Exactly how many programs or cardiologists were already using telehealth is impossible to say, although the ACC is planning to survey its members on their practices during the COVID-19 pandemic, he noted.
The situation is so fluid that ACC is already revising its March 13 telehealth guidance to reflect the recent policy changes. Another document is being prepared to provide physicians with a template for the telehealth space, said Dr. Freeman, who coauthored the telehealth guidance and also serves on the ACC’s Innovation Leadership Council.
The new FDA policy allowing greater flexibility on remote monitoring devices is somewhat “vaguely worded,” Dr. Freeman noted, but highlights the ability of existing technology to provide essential patient data from home. “I think as we add adjuncts to the things we’re used to in the normal face-to-face visit, it’s going to make the face-to-face visit less required,” he said.

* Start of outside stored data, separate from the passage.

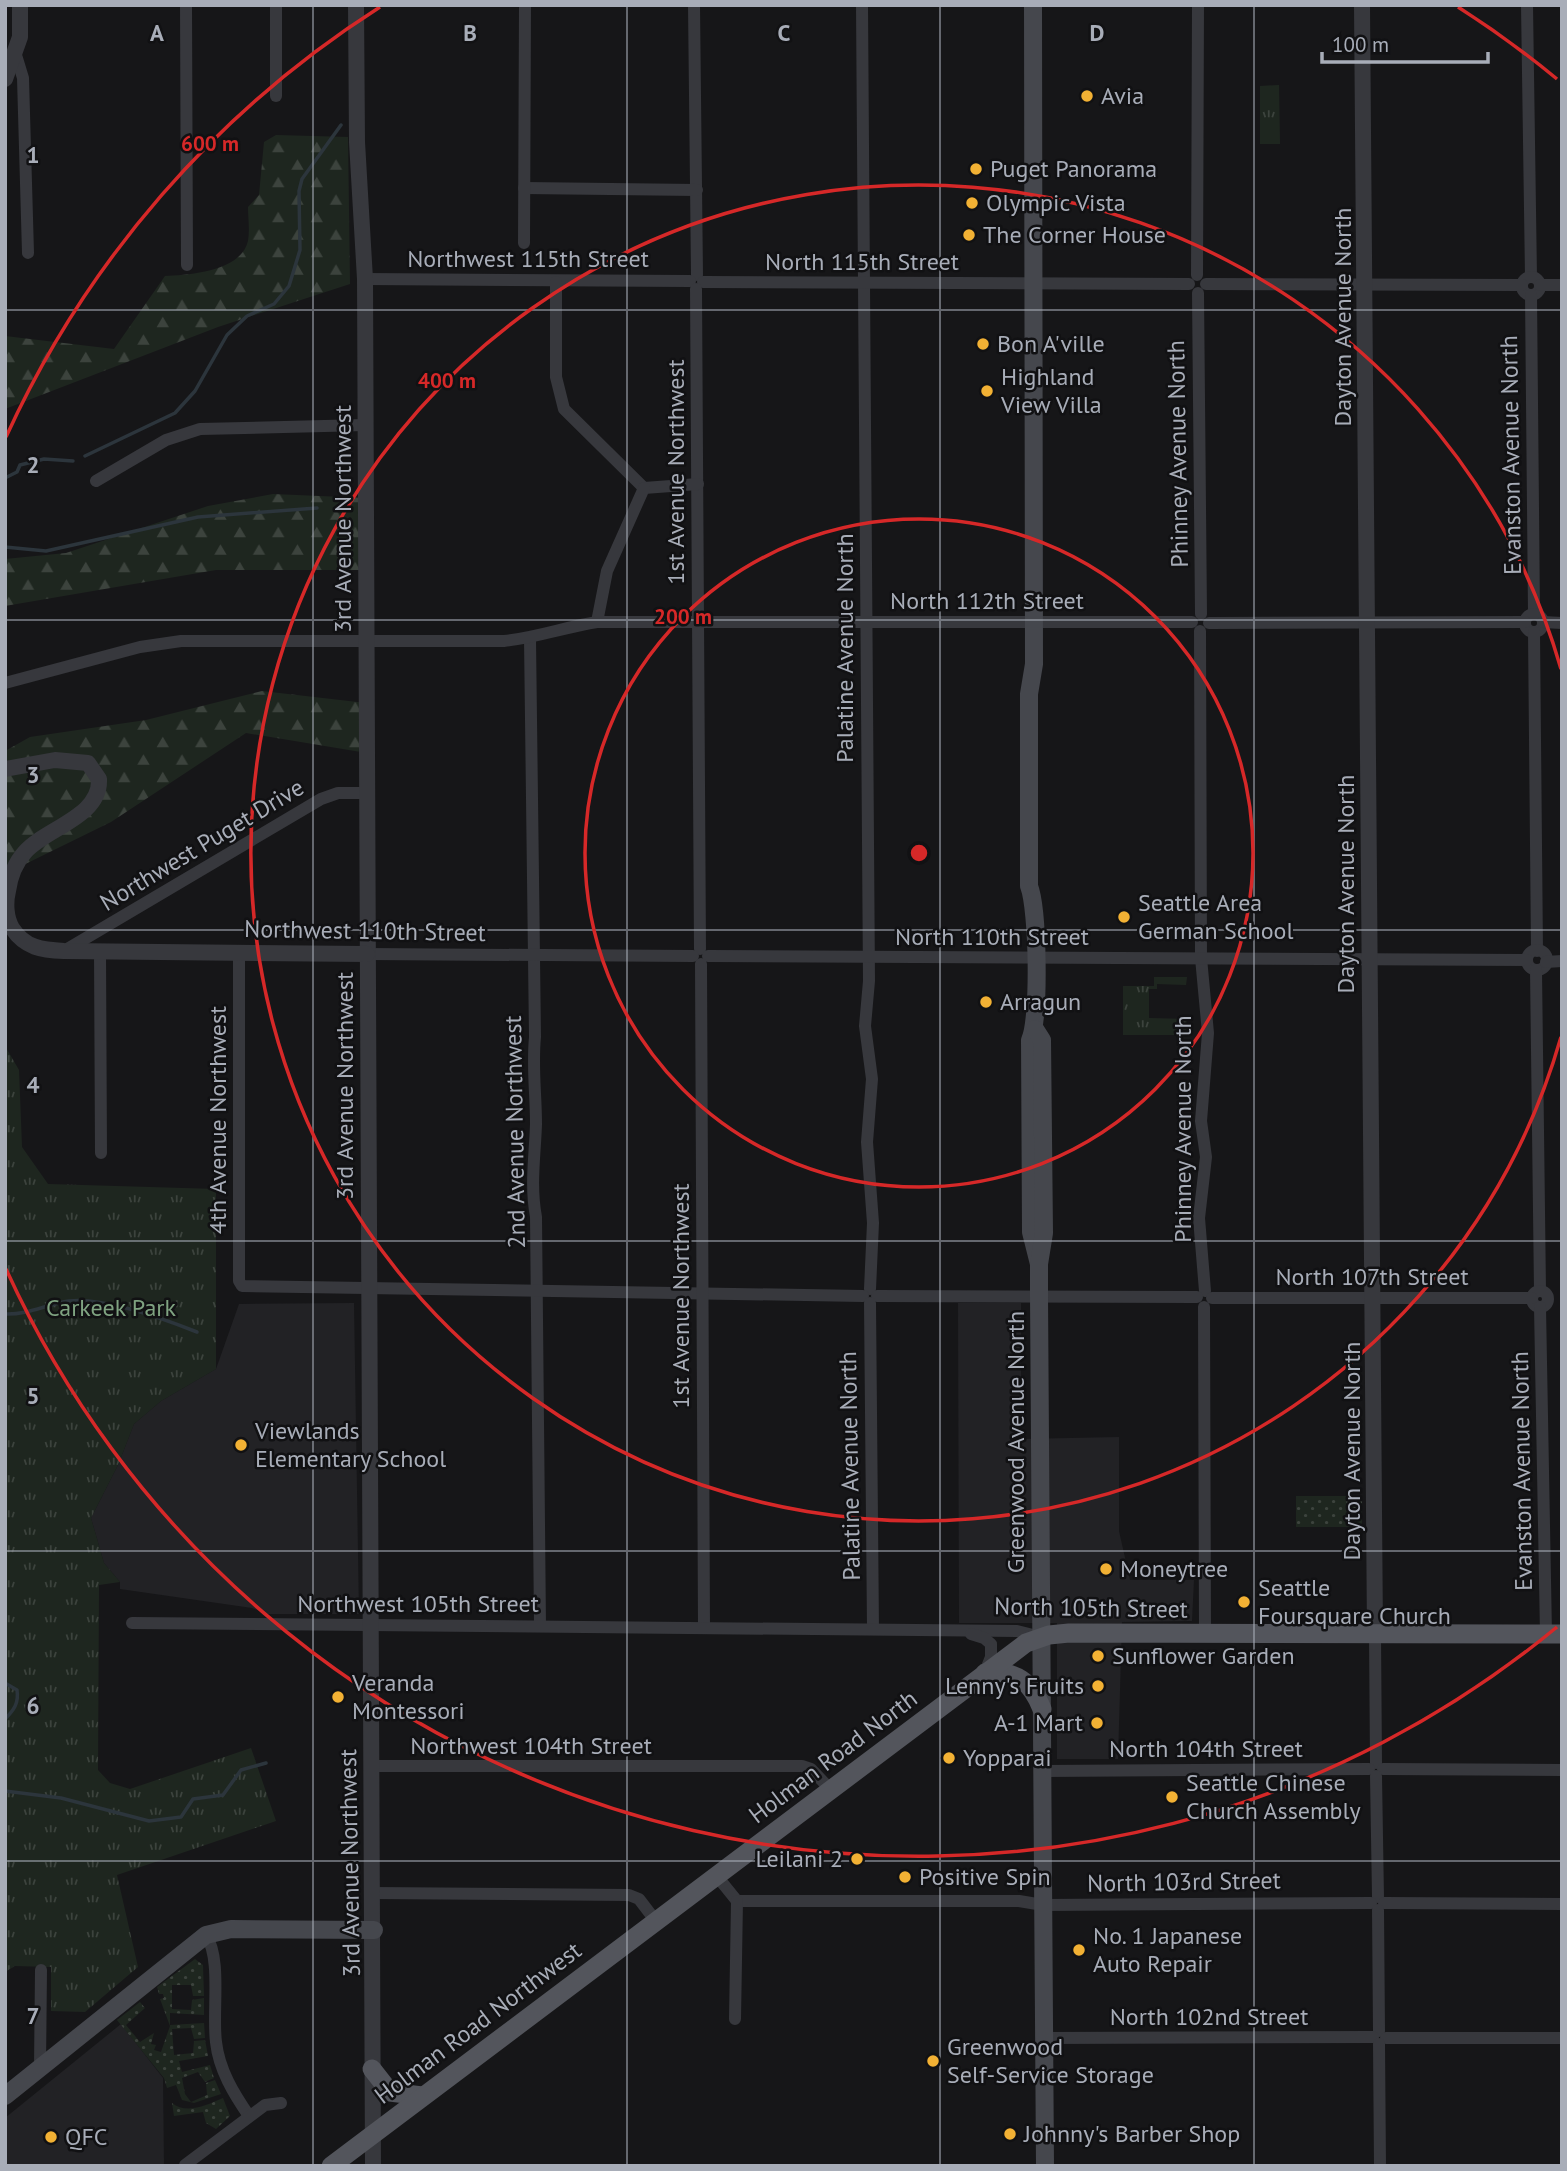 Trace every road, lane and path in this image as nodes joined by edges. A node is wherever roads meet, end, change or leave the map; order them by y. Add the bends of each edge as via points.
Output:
1 (20, 5) edge
2 (186, 5) edge
3 (276, 5) edge
4 (356, 5) edge
5 (525, 5) edge
6 (694, 5) edge
7 (862, 5) edge
8 (1033, 5) edge
9 (1198, 5) edge
10 (1362, 5) edge
11 (1527, 5) edge
12 (16, 55) junction
13 (5, 79) edge
14 (276, 96) dead end
15 (524, 188) junction
16 (697, 190) junction
17 (524, 243) dead end
18 (28, 253) dead end
19 (187, 265) dead end
20 (365, 279) junction
21 (556, 282) junction
22 (697, 282) junction
23 (862, 282) junction
24 (1366, 283) junction
25 (1035, 284) junction
26 (1197, 284) junction
27 (1531, 285) junction
28 (1562, 285) edge
29 (365, 425) junction
30 (96, 481) dead end
31 (698, 484) junction
32 (644, 488) junction
33 (597, 622) junction
34 (697, 622) junction
35 (1034, 622) junction
36 (1201, 622) junction
37 (867, 623) junction
38 (1367, 623) junction
39 (1534, 623) junction
40 (1562, 623) edge
41 (530, 639) junction
42 (366, 640) junction
43 (5, 683) edge
44 (5, 769) edge
45 (367, 793) junction
46 (64, 951) junction
47 (100, 951) junction
48 (239, 953) junction
49 (367, 954) junction
50 (1532, 955) junction
51 (534, 956) junction
52 (700, 956) junction
53 (867, 957) junction
54 (1035, 958) junction
55 (1202, 958) junction
56 (1370, 959) junction
57 (1562, 961) edge
58 (1541, 966) junction
59 (101, 1153) dead end
60 (242, 1286) joint
61 (369, 1290) junction
62 (537, 1291) junction
63 (702, 1293) junction
64 (870, 1296) junction
65 (1039, 1296) junction
66 (1204, 1298) junction
67 (1374, 1298) junction
68 (1544, 1299) edge
69 (132, 1623) dead end
70 (372, 1624) junction
71 (540, 1626) junction
72 (704, 1628) junction
73 (873, 1629) junction
74 (957, 1631) junction
75 (1205, 1633) junction
76 (1375, 1633) junction
77 (1554, 1634) edge
78 (1042, 1637) junction
79 (985, 1673) junction
80 (1042, 1709) junction
81 (371, 1766) junction
82 (1376, 1769) junction
83 (1562, 1770) edge
84 (1043, 1771) junction
85 (831, 1789) junction
86 (716, 1875) junction
87 (372, 1894) junction
88 (737, 1900) junction
89 (1378, 1903) junction
90 (1044, 1905) junction
91 (1562, 1905) edge
92 (655, 1920) junction
93 (374, 1930) junction
94 (206, 1935) junction
95 (41, 1970) dead end
96 (735, 2019) dead end
97 (1379, 2037) junction
98 (1044, 2038) junction
99 (1562, 2038) edge
100 (40, 2067) junction
101 (372, 2069) junction
102 (5, 2096) edge
103 (422, 2096) junction
104 (281, 2102) dead end
105 (249, 2116) junction
106 (372, 2134) junction
107 (185, 2165) edge
108 (331, 2166) edge
109 (373, 2166) edge
110 (1045, 2166) edge
111 (1380, 2166) edge

1 - 12 street
2 - 19 street
3 - 14 street
4 - 20 street, 3rd Avenue Northwest
5 - 15 street
6 - 16 street, 1st Avenue Northwest
7 - 23 street, Palatine Avenue North
8 - 25 main road, Greenwood Avenue North
9 - 26 street, Phinney Avenue North
10 - 24 street, Dayton Avenue North
11 - 27 street, Evanston Avenue North
12 - 13 street
12 - 18 street via 23,78
15 - 16 street
15 - 17 street
16 - 22 street, 1st Avenue Northwest
20 - 21 street, Northwest 115th Street
20 - 29 street, 3rd Avenue Northwest
21 - 22 street, Northwest 115th Street
21 - 32 street via 556,376 564,409
22 - 23 street, North 115th Street
22 - 31 street, 1st Avenue Northwest
23 - 25 street, North 115th Street
23 - 37 street, Palatine Avenue North
24 - 26 street, North 115th Street
24 - 27 street, North 115th Street
24 - 38 street, Dayton Avenue North
25 - 26 street, North 115th Street
25 - 35 main road, Greenwood Avenue North
26 - 36 street, Phinney Avenue North
27 - 28 street, North 115th Street
27 - 39 street, Evanston Avenue North
29 - 30 street via 200,429 166,440
29 - 42 street, 3rd Avenue Northwest
31 - 32 street
31 - 34 street, 1st Avenue Northwest
32 - 33 street via 607,571
33 - 34 street, North 112th Street
33 - 41 street, North 112th Street
34 - 37 street, North 112th Street
34 - 52 street, 1st Avenue Northwest
35 - 36 street, North 112th Street
35 - 37 street, North 112th Street
35 - 54 main road, Greenwood Avenue North via 1029,694 1029,886 1034,899
36 - 38 street, North 112th Street
36 - 55 street, Phinney Avenue North
37 - 53 street, Palatine Avenue North
38 - 39 street, North 112th Street
38 - 56 street, Dayton Avenue North
39 - 40 street, North 112th Street
39 - 50 street, Evanston Avenue North
41 - 42 street, North 112th Street
41 - 51 street, 2nd Avenue Northwest
42 - 43 street, North 112th Street via 181,641 140,647
42 - 45 street, 3rd Avenue Northwest
44 - 46 street, Northwest 110th Street via 71,759 88,763 99,779 96,796 87,807 26,851 10,879 6,910 18,937 37,949
45 - 46 street, Northwest Puget Drive via 338,793 321,799
45 - 49 street, 3rd Avenue Northwest
46 - 47 street, Northwest 110th Street
47 - 48 street, Northwest 110th Street
47 - 59 street
48 - 49 street, Northwest 110th Street
48 - 60 street, 4th Avenue Northwest
49 - 51 street, Northwest 110th Street
49 - 61 street, 3rd Avenue Northwest
50 - 56 street, North 110th Street
50 - 58 street via 1545,954
51 - 52 street, Northwest 110th Street
51 - 62 street, 2nd Avenue Northwest via 536,1127 532,1160
52 - 53 street, North 110th Street
52 - 63 street, 1st Avenue Northwest
53 - 54 street, North 110th Street
53 - 64 street, Palatine Avenue North via 865,1027 872,1079 867,1142 873,1223
54 - 55 street, North 110th Street
54 - 65 main road, Greenwood Avenue North via 1035,1029 1042,1040 1044,1233
55 - 56 street, North 110th Street
55 - 66 street, Phinney Avenue North via 1208,1033 1201,1121 1206,1157 1199,1218
56 - 67 street, Dayton Avenue North
57 - 58 street
58 - 68 street, Evanston Avenue North
60 - 61 street, North 107th Street
61 - 62 street, North 107th Street
61 - 70 street, 3rd Avenue Northwest
62 - 63 street, North 107th Street
62 - 71 street, 2nd Avenue Northwest
63 - 64 street, North 107th Street
63 - 72 street, 1st Avenue Northwest
64 - 65 street, North 107th Street
64 - 73 street, Palatine Avenue North
65 - 66 street, North 107th Street
65 - 78 main road, Greenwood Avenue North
66 - 67 street, North 107th Street
66 - 75 street, Phinney Avenue North
67 - 68 street, North 107th Street
67 - 76 street, Dayton Avenue North
68 - 77 street, Evanston Avenue North
69 - 70 street, Northwest 105th Street
70 - 71 street, Northwest 105th Street
70 - 81 street, 3rd Avenue Northwest
71 - 72 street, Northwest 105th Street
72 - 73 street, North 105th Street
73 - 74 street, North 105th Street
74 - 78 street, North 105th Street
74 - 79 street, North 105th Street via 989,1642 992,1651
75 - 76 main road, North 105th Street
75 - 78 main road, North 105th Street
76 - 77 main road, North 105th Street
76 - 82 street, Dayton Avenue North
78 - 79 main road, Holman Road North via 1020,1646
78 - 80 main road, Greenwood Avenue North
79 - 80 main road via 1026,1680
79 - 85 main road, Holman Road North
80 - 84 main road, Greenwood Avenue North
81 - 85 street, Northwest 104th Street via 802,1766
81 - 87 street, 3rd Avenue Northwest
82 - 83 street, North 104th Street
82 - 84 street, North 104th Street
82 - 89 street, Dayton Avenue North
84 - 90 main road, Greenwood Avenue North
85 - 86 main road, Holman Road North
86 - 88 street
86 - 92 main road, Holman Road North
87 - 92 street via 629,1895 639,1899
87 - 93 street, 3rd Avenue Northwest
88 - 90 street, North 103rd Street via 1019,1901
88 - 96 street
89 - 90 street, North 103rd Street
89 - 91 street, North 103rd Street
89 - 97 street, Dayton Avenue North
90 - 98 main road, Greenwood Avenue North
92 - 103 main road, Holman Road Northwest
93 - 94 main road via 230,1929
93 - 101 street, 3rd Avenue Northwest
94 - 100 main road
94 - 105 street via 213,1949 219,2058
95 - 100 street
97 - 98 street, North 102nd Street
97 - 99 street, North 102nd Street
97 - 111 street, Dayton Avenue North
98 - 110 main road, Greenwood Avenue North
100 - 102 main road
101 - 103 main road via 390,2092
101 - 106 street, 3rd Avenue Northwest
103 - 106 main road, Holman Road Northwest
104 - 105 street via 265,2105
105 - 107 street
106 - 108 main road, Holman Road Northwest
106 - 109 street, 3rd Avenue Northwest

Questions remain, however, on implementing telehealth for new patients and whether payers will follow HHS’s decision not to conduct audits to ensure a prior relationship existed. The potential for telehealth to reach across state lines also is being viewed cautiously until tested legally, Dr. Freeman observed.
“If there’s one blessing in this awful disease that we have received, is that it may really give the power to clinicians, hospital systems, and payers to make telehealth a true viable, sustainable solution for good care that’s readily available to folks,” he said.
Fast-tracked research
On March 24, the American Heart Association announced it is committing $2.5 million for fast-tracked research grants for projects than can turn around results within 9-12 months and focus on how this novel coronavirus affects heart and brain health.
Additional funding also will be made available to the AHA’s new Center for Health Technology & Innovation’s Strategically Focused Research Networks to develop rapid technology solutions to aid in dealing with the pandemic.
The rapid response grant is an “unprecedented but logical move for the organization in these extraordinary times,” AHA President Bob Harrington, MD, chair of medicine at Stanford (Calif.) University, said in a statement. “We are committed to quickly bringing together and supporting some of the brightest minds in research science and clinical care who are shovel ready with the laboratories, tools, and data resources to immediately begin work on addressing this emergent issue.”
Dr. Freeman and Dr. Bhatt have disclosed no relevant financial relationships. Dr. Harrington is on the editorial board for Medscape Cardiology.